Myths vs. Facts
Myth: All goats smell bad!
Fact: Female (doe) and neutered male (wether) goats do not smell. That “goaty” smell you may be thinking of is the sole domain of un-neutered male goats (bucks). Bucks do smell tremendously bad, and they are not suitable for the city.
Goat urine is less odorous than cat urine, and it is easily absorbed into the ground or straw bedding. Goat manure is “dispensed” in small, compact pellets – similar to deer droppings. Goat manure does not smell or attract flies the way that cow and horse manure does. The pellets are easy to clean up, and can be safely composted – unlike dog or cat manure.
Myth: Goats are noisy!
Fact: Goats bleat occasionally, but the average goat bleat is quieter than the average dog bark. Also, consider this – dogs bark when someone walks by, they see a squirrel, they are defending their territory, or they’re bored. Goats do not bleat in any of these situations. The goat’s response to any threat or curiosity is to become very still and quiet.

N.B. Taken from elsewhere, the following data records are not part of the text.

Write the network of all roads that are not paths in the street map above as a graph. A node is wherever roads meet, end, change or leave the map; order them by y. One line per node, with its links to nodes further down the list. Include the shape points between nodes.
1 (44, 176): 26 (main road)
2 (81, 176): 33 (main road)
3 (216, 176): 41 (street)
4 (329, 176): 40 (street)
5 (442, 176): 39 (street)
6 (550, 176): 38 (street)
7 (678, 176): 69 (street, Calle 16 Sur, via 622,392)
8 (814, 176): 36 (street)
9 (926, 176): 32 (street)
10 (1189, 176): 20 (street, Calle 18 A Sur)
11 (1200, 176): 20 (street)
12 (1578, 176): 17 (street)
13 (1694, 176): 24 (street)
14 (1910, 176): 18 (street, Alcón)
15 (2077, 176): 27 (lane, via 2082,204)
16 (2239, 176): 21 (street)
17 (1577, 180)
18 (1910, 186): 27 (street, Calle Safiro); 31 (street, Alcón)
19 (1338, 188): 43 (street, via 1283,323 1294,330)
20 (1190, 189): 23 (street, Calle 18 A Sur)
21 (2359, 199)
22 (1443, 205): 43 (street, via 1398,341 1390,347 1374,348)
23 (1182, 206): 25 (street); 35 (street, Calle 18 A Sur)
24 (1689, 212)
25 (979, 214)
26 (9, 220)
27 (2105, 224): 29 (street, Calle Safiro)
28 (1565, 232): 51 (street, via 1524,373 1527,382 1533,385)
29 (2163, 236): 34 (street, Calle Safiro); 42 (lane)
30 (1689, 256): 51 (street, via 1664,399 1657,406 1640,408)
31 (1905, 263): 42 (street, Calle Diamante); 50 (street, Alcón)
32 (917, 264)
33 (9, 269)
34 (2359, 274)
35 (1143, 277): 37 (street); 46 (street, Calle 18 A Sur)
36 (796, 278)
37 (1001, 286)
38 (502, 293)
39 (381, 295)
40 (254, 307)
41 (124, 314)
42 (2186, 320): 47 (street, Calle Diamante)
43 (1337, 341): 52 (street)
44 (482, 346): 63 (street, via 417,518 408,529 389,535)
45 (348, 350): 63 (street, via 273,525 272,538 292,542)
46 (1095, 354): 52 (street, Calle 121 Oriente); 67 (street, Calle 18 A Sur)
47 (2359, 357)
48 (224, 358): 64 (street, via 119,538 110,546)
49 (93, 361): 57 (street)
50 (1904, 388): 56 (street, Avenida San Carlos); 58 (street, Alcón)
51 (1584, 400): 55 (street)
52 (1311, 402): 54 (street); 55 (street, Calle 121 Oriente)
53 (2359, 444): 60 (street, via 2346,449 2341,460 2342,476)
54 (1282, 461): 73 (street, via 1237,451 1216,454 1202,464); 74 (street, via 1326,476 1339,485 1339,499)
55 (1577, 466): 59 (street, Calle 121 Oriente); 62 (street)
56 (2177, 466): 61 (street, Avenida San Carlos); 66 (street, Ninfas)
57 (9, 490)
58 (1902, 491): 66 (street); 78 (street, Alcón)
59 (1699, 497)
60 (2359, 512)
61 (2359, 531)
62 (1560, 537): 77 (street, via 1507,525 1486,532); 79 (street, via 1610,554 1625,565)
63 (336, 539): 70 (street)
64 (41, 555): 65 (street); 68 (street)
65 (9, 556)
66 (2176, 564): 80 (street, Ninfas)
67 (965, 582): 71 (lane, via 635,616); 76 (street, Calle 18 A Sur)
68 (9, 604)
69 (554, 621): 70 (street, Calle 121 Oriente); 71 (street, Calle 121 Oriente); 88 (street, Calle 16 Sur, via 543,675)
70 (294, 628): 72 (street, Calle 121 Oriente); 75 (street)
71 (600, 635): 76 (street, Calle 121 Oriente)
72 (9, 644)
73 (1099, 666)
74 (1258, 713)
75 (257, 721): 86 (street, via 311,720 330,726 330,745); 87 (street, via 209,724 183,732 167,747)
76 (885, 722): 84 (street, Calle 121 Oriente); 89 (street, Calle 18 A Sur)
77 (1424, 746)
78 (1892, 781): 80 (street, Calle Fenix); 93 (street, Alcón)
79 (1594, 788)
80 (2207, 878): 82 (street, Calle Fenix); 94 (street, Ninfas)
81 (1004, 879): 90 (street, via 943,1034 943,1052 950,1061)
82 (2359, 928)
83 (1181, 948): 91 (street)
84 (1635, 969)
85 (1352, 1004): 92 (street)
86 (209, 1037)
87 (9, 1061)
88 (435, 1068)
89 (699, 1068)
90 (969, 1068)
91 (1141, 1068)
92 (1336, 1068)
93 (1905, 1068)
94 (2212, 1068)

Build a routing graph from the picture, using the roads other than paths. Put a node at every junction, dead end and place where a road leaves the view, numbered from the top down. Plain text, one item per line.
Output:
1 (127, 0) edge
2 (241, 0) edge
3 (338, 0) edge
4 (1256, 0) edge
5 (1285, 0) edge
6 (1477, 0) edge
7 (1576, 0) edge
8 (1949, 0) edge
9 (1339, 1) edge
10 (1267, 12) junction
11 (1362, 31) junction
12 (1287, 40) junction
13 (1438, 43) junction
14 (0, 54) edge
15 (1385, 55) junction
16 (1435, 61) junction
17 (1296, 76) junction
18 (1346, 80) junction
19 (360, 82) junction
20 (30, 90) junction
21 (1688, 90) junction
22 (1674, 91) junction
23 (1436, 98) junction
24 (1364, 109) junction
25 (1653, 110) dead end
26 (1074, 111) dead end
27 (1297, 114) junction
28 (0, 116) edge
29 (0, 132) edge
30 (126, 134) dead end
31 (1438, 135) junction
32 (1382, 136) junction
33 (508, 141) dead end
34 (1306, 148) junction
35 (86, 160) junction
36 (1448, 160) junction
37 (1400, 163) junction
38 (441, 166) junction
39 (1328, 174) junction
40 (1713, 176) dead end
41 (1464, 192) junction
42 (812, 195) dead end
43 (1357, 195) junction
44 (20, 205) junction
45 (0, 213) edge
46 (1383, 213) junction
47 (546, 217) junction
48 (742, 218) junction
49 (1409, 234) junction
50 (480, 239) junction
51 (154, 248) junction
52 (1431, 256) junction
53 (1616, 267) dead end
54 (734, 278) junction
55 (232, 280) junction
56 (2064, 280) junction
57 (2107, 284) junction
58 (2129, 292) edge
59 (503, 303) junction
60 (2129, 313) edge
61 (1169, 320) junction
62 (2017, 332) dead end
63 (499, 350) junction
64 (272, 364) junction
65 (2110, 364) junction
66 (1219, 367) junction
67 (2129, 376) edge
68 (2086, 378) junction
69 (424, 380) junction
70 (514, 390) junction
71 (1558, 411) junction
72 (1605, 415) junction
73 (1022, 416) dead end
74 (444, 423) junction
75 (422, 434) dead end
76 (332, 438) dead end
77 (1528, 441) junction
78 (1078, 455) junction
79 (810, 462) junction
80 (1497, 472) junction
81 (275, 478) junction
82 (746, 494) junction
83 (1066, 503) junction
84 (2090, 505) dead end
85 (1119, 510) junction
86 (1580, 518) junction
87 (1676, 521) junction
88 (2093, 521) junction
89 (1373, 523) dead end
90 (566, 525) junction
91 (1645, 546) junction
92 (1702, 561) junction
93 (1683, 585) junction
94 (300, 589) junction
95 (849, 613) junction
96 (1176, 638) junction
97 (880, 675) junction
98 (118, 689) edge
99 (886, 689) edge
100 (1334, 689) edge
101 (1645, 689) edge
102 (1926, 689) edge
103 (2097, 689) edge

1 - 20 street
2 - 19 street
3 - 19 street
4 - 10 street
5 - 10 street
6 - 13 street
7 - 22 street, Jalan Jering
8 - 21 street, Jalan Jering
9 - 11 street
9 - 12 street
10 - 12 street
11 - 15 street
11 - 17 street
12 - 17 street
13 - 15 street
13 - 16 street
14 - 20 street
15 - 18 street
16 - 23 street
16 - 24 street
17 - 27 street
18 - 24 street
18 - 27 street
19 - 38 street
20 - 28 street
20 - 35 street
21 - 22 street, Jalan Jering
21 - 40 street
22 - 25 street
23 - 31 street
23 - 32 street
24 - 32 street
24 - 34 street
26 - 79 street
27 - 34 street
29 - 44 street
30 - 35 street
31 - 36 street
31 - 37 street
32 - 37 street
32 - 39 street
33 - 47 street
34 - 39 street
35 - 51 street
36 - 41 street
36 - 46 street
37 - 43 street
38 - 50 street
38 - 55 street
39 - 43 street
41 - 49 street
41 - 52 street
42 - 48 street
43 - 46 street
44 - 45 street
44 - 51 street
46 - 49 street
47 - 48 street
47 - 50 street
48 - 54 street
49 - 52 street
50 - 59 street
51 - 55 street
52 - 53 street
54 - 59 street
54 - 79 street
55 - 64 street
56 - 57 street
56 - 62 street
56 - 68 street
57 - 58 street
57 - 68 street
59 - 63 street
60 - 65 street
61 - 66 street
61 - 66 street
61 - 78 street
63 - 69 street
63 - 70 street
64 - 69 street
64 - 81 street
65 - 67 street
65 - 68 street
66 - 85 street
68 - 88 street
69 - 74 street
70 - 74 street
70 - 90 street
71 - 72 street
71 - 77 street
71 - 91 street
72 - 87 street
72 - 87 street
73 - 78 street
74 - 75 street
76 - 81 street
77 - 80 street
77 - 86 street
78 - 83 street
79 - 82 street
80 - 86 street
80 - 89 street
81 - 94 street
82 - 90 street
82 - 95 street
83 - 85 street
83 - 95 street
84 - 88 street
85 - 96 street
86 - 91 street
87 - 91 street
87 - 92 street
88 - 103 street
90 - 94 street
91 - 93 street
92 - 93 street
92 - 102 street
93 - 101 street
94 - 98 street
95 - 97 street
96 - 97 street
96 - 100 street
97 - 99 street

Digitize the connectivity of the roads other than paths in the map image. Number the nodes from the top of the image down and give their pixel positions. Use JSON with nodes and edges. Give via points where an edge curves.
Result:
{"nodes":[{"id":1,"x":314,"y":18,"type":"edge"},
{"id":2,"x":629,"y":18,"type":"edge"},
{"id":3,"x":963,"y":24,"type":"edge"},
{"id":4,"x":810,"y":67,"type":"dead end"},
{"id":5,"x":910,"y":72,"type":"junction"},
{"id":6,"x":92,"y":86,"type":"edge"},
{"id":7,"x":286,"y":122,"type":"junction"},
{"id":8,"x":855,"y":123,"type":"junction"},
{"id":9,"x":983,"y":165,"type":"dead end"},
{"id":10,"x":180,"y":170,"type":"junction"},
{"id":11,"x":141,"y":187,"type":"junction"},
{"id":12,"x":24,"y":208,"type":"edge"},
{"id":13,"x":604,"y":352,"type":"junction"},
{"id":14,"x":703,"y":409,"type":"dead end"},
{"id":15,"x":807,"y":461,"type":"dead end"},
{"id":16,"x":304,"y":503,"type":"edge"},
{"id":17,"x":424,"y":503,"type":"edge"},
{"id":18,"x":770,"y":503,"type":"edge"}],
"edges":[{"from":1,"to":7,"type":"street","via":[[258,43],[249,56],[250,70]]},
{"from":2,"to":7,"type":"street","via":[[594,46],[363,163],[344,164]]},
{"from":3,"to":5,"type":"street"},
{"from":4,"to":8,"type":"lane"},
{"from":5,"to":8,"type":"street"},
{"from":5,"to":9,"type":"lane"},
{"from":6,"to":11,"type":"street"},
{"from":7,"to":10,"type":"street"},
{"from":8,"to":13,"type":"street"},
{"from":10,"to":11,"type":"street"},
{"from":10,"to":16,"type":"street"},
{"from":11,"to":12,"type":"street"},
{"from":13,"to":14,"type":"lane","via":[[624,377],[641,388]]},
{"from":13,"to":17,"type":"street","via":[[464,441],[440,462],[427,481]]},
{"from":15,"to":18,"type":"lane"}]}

Myth: Chickens smell bad and are filthy!
Fact: When evaluating the keeping of livestock, scale is everything. Most everyone critical of chickens in the city falls into one of two categories:
1. People who have never been around chickens and don’t know anything about how they’re raised
2. People who grew up in a rural area, in proximity to large chicken farms
Large chicken farms typically keep hundreds – if not thousands – of chickens. The travails of a commercial chicken operation have nothing in common with a small backyard flock. Chickens that are allowed to roam freely are not dirty with other chickens’ manure (as happens in crowded chicken houses). When chickens have adequate space to roam and/or the proper bedding, their manure does not build up or cause odor issues. The manure that does exist can easily be removed and composted with straw or dead leaves.
Myth: Chickens are noisy!
Fact: Hen chickens are almost always silent. They are a prey species (just like goats) and find it safer to stay quiet. Roosters are the noisy ones, and generally considered not appropriate for the city.
Myth: Chickens will attract predators!
Fact: Small predators (like foxes and raccoons) are a fact of life in the city. Outdoor cats, squirrels, and – most prominently – our garbage all ensure that predators will continue to stick around. Chickens are no more or less attractive to predators than anything else they can eat. For the chickens’ safety it is important that they be secured at night. Any chicken owner (or the neighbor of a chicken owner) who is worried about predators can use commercially available coyote urine to keep them away.
As an aside, don’t forget that every block of Denver likely contains several dead chickens right now. Don’t believe it? Go look in the dumpsters. Chicken carcasses are everywhere, ready to be foraged by urban predators. A few backyard chickens isn’t going to do much to change the predator equation in our city.
Myth: Chickens carry bird flu!
Fact: Bird flu has been with us for a long time. Wild birds carry many strains of bird flu, just as humans carry many strains of human flu. There have not been any cases of the more dangerous bird flu strain (H5N1) in the U.S. Most strains of bird flu do not infect humans, and bird flu does not pass through the air.
Myth: If you want to raise these kinds of animals, you should go live in the country!
Fact: Once again, scale is everything. What can be reasonably done on a city lot? It doesn’t make sense to raise 200 head of cattle – that is better left to country folk. But can a small flock of chickens and a couple of dwarf goats have a safe, clean home in a Denver backyard? Most definitely.
In the summer of 1996 human habitation on earth made the switch from being mostly rural to mostly urban. The majority of our population now lives in cities. The notion that city-dwellers should not have the right to produce food on their small piece of land is not only unfair, but dangerous – as it leaves urban residents vulnerable to a multitude of food safety and security concerns. While many people who live in the city may be content to purchase all of their food from stores, those that opt to pursue greater food independence (whether for financial, health, environmental, or food safety and security reasons) should be allowed to do so.